Sunday, March 08, 2009

Managing my inputs

I've been reading a string of male-written SF novels lately, mostly military SF to boot, and the experience is reminding me why I've been focusing on women writers.

The books have been almost uniformly well written, exciting stories that I enjoy. Even more characterization than I expect from either male authors or military SF, but not so much as to take time away from chase scenes and battles. More than once I've had that bright feeling of discovery of talent and the pleasure of the unexpected.

But I started reading mostly women writers because I didn't like the effect on my perspective, on my world view, of reading male authors. In most of the books I've read by male authors, there are very few women (they certainly don't pass the Bechdel test). I don't exist, in these novels; I'm not even possible in some of them, there's no awareness of or place for a person like me in the worlds created by these authors.

While I'm sure there are some women authors of whose books this would also be true, it's not my experience. I can always find myself somewhere in the societies women write, at least so far.

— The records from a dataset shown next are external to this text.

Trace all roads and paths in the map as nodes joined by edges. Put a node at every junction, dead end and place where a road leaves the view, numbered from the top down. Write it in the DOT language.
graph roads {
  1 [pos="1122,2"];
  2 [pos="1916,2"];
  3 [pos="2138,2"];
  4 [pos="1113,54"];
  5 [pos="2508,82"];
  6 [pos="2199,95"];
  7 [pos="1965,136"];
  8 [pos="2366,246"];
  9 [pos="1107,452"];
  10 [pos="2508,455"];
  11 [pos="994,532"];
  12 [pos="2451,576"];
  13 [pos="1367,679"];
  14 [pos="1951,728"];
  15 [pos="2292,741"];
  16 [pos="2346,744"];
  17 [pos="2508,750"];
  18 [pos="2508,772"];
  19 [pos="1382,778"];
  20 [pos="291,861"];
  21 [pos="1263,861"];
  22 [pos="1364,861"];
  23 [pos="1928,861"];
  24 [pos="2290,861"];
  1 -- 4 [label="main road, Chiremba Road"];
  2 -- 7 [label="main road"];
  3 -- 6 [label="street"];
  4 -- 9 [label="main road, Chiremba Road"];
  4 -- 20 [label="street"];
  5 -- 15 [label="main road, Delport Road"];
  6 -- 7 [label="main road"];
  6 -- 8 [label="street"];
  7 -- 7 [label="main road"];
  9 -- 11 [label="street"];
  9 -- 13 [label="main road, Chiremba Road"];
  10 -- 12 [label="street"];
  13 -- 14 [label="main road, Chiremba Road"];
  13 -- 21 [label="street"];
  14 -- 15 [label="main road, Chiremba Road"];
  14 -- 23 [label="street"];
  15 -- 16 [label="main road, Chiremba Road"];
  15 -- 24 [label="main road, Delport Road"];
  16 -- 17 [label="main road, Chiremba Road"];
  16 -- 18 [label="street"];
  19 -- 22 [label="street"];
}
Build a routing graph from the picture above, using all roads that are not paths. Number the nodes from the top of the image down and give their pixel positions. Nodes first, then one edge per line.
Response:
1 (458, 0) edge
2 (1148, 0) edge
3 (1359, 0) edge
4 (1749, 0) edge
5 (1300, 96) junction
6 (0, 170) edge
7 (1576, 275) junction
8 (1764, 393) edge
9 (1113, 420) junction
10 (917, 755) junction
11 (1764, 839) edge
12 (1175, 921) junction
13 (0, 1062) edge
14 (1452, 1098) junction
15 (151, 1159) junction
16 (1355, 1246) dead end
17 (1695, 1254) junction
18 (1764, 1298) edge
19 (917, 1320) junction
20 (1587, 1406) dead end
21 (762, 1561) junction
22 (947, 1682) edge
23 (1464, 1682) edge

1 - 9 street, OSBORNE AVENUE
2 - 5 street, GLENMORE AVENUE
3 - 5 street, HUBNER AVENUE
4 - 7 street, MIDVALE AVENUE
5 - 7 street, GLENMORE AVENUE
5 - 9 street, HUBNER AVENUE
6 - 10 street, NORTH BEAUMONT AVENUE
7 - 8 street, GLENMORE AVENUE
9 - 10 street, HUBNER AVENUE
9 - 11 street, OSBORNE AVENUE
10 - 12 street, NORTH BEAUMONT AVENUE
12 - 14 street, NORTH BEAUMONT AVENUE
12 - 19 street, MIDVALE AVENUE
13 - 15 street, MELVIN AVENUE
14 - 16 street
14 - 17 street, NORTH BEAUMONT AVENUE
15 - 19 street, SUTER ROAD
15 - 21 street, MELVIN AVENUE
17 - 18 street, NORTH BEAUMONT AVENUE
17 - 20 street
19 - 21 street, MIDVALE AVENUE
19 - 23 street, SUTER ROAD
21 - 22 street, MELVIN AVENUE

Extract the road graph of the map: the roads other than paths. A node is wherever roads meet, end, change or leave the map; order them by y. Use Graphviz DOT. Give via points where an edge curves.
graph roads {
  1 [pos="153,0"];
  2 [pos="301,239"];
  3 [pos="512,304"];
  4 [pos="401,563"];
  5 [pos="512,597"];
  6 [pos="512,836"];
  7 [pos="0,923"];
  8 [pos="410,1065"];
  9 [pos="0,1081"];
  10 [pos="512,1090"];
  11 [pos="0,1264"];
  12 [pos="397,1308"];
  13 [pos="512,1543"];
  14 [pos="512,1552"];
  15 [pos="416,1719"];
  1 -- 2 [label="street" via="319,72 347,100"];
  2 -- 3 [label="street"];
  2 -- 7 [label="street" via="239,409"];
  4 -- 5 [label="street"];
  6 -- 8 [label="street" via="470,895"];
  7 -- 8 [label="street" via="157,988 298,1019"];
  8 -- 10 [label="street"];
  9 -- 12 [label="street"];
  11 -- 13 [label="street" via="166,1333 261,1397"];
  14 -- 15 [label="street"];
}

I can't find myself in novels written by men, at least, not someone like me who is a woman: there are plenty of men I identify with in them, at least partly. But the attitudes toward women in most of them are destructive to my sense of self. This is already a world in which I struggle to exist as a woman, in which I deal with the subtle sexism in my own psyche as well as in the behavior of others, both as individuals and institutions.

Wednesday, March 04, 2009

A new quote

"There are four boxes to use in the defense of liberty: soap, ballot, jury, ammo. Use in that order." -- Ed Howdershelt (posted in a conversation about California's Proposition 8, which forbade gay marriage).